Aquel discurso fue redactado por los primeros liberales que accedieron al equipo asesor de la presidencia del Gobierno (Gabriel Cisneros, Juan Antonio Ortega y Luis Jáudenes) y contribuyó a forjar una breve imagen aperturista del primer ministro español. Esta imagen, en un hombre profundamente autoritario, inseguro, angustiado, le provocó un progresivo distanciamento del general Franco, manejado por el búnker más reaccionario en la última etapa de su vida. Poco antes de la muerte del dictador, el trato entre ambos era mínimo y en ocasiones humillante para Arias.

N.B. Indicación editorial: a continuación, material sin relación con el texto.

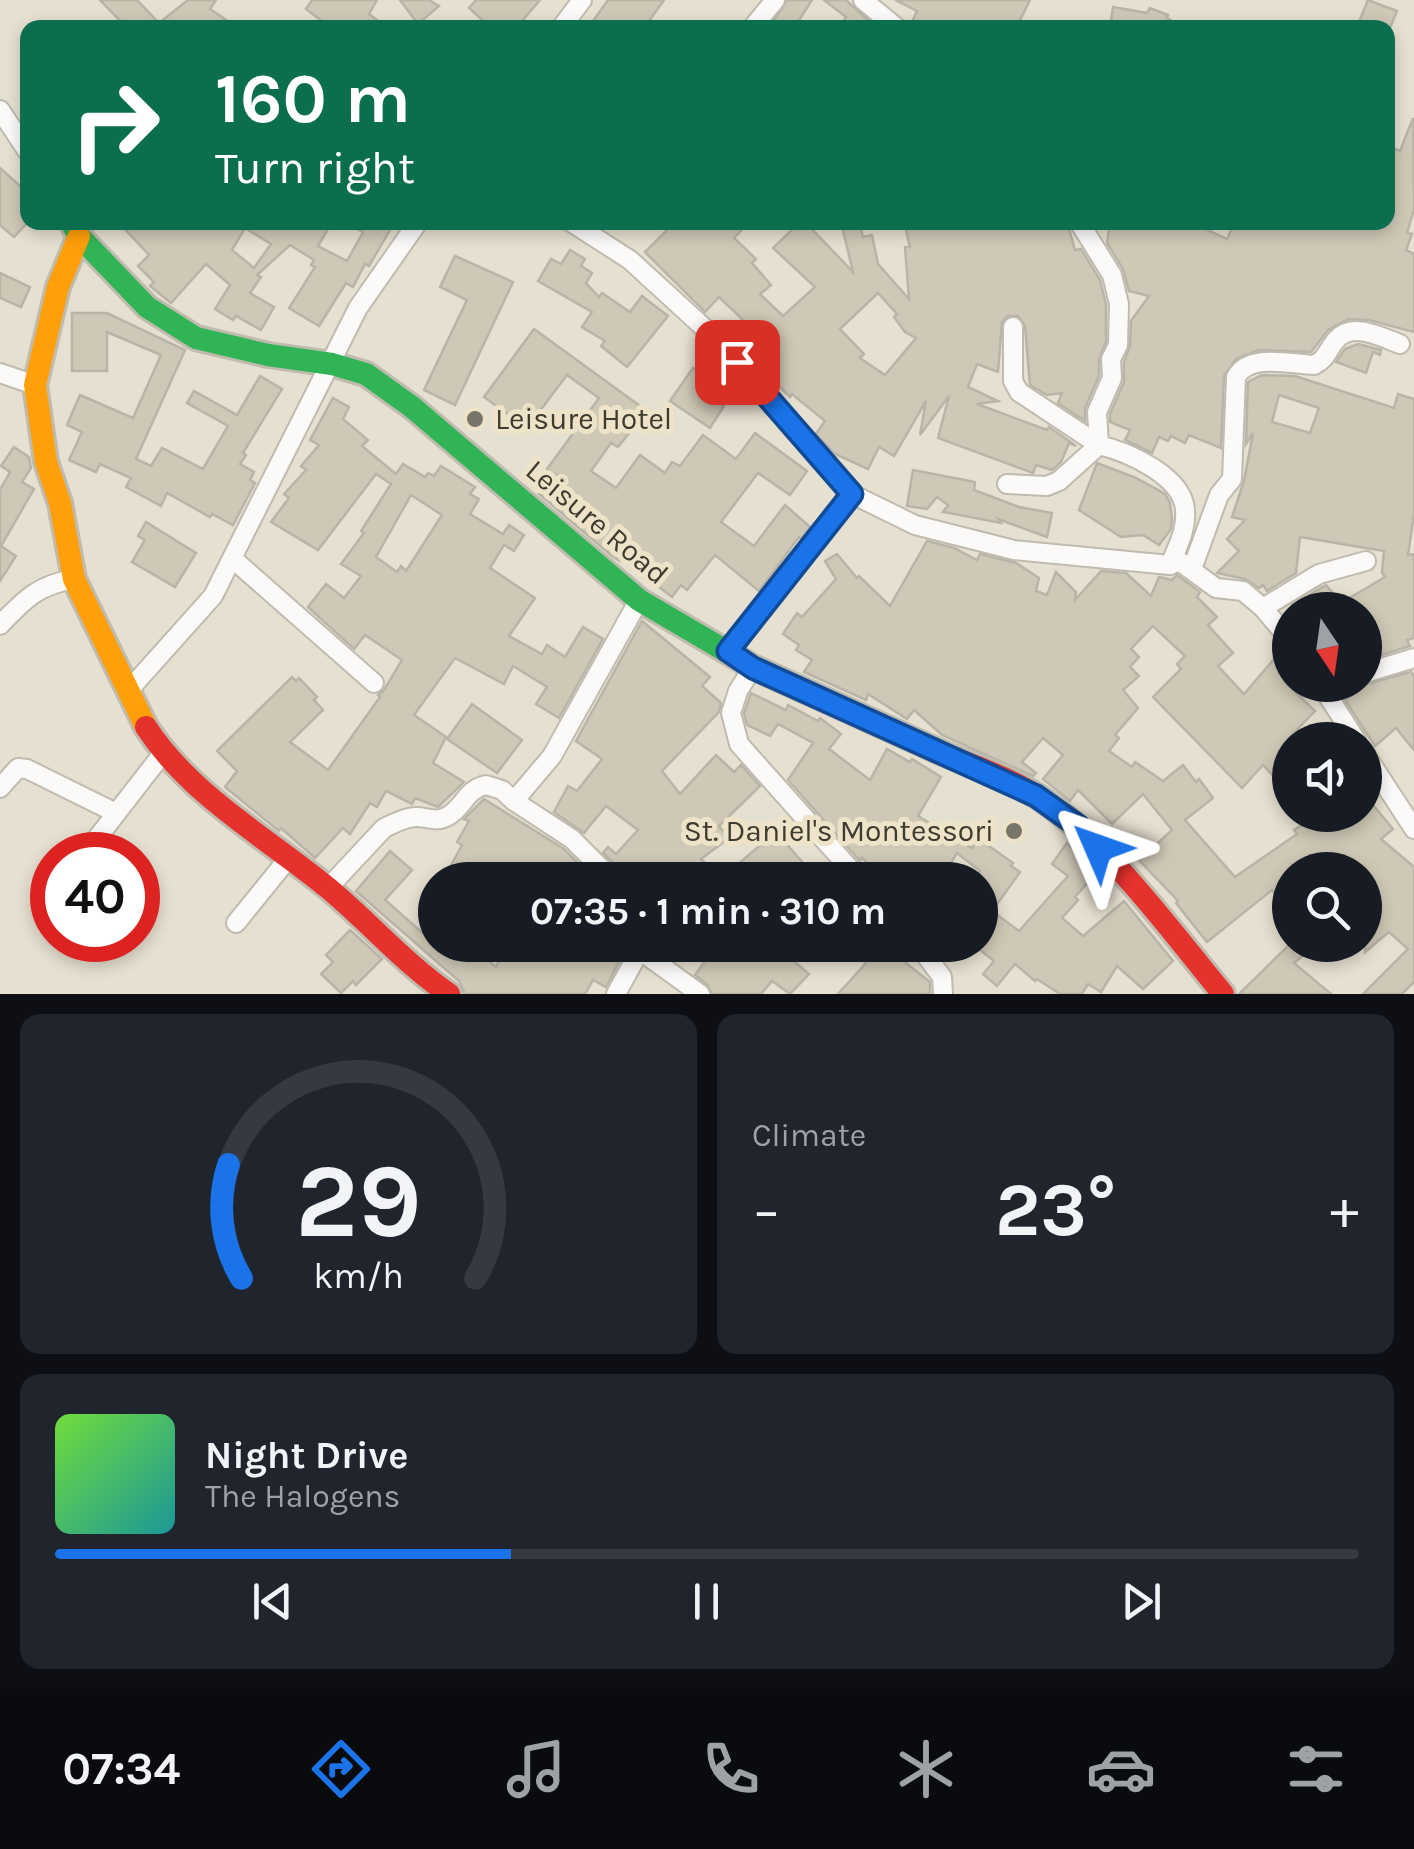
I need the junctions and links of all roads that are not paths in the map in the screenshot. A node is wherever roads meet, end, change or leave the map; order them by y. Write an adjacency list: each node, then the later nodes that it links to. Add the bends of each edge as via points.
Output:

A pesar de todo, contaba con el apoyo de Carmen Polo de Franco, y eso le valió seguir en el cargo tras la muerte del general... aunque fuese por muy poco tiempo.

 

Aquellas tensiones, muerto Franco, se reprodujeron con don Juan Carlos. La lectura del testamento del dictador el mismo día de su muerte, ante las cámaras de TVE y en medio de sollozos, no contribuyó a aliviar sus cada vez más acusados encontronazos con el rey, a quien Arias continuaba tratando como príncipe entre sus colaboradores. Sus contradicciones al tratar de plantear una reforma en la que no creía, su obsesión por las "traiciones", que le llevó a controlar la correspondencia, las conversaciones telefónicas y los movimientos de sus ministros y asesores, todo ello contribuyó a que se fuese aislando de la realidad.Desconectado de la vida real en su despacho y ayudado por la única persona en quien confiaba –el comandante Juan Valverde, jefe de sus servicios de Información–, Arias se encontró un día con la noticia de su cese. Y el despido se producía apenas unos días después de que el Rey, en viaje a Estados Unidos y en declaraciones a un periodista del semanario Newsweek, dijese que su primer ministro era "un desastre sin paliativos" y que no podía confiar en su gestión política cuando los imperativos de la más rabiosa actualidad demandaban la democratización de España.

A comienzos del verano de 1976, Adolfo Suárez, un desconocido para la inmensa mayoría, ocupaba el despacho de Castellana, 3. Desde entonces, hasta su regreso a los medios tras su inclusión en las candidaturas de la primera Alianza Popular liderada por Manuel Fraga, guardó un silencio sepulcral. Paradójicamente, adornó su retorno al ruedo con una invocación a Su Majestad, don Juan Carlos I, a quien conectaba directamente con el testamento de Franco para sugerir que la única salida viable era una conjunción de las antiguas formas de la dictadura y las buenas maneras de la democracia. Es decir, un batiburrillo infumable.

Todos quisieron aportar su propia explicación a aquella especie de retorno de los brujos, que Cambio 16 llevó a los titulares de su portada: "El anuncio del señor Arias", dijo un emergente joven llamado Felipe González, "demuestra una vez más el contenido nostálgico y autoritario de Alianza Popular, a pesar de los esfuerzos publicitarios que realiza para dar de sí misma una imagen moderada y de centro".

"El recuerdo del señor Arias como director general de Seguridad, ministro de la Gobernación y jefe de Gobierno con Franco, no puede ser más negativo y triste para los demócratas. Si de verdad queremos superar el pasado y proyectarnos sin rencor y sin ira hacia el futuro, jamás lo conseguiremos con hombres como Arias". Semanas antes, el ya ex presidente había declarado al oficioso diario Pueblo que su único deseo era retirarse a su casa de campo "a cuidar lechugas". Por eso sorprendió su regreso. En cualquier caso, tanto él como otros de los que en principio anunciaron su integración en las filas del naciente fraguismo, acabaron por renunciar y optaron por desaparecer de la geografía política del laberinto español. A pesar de eso, el error de Fraga ya estaba dictado para sentencia ante las urnas del 15-J de 1977.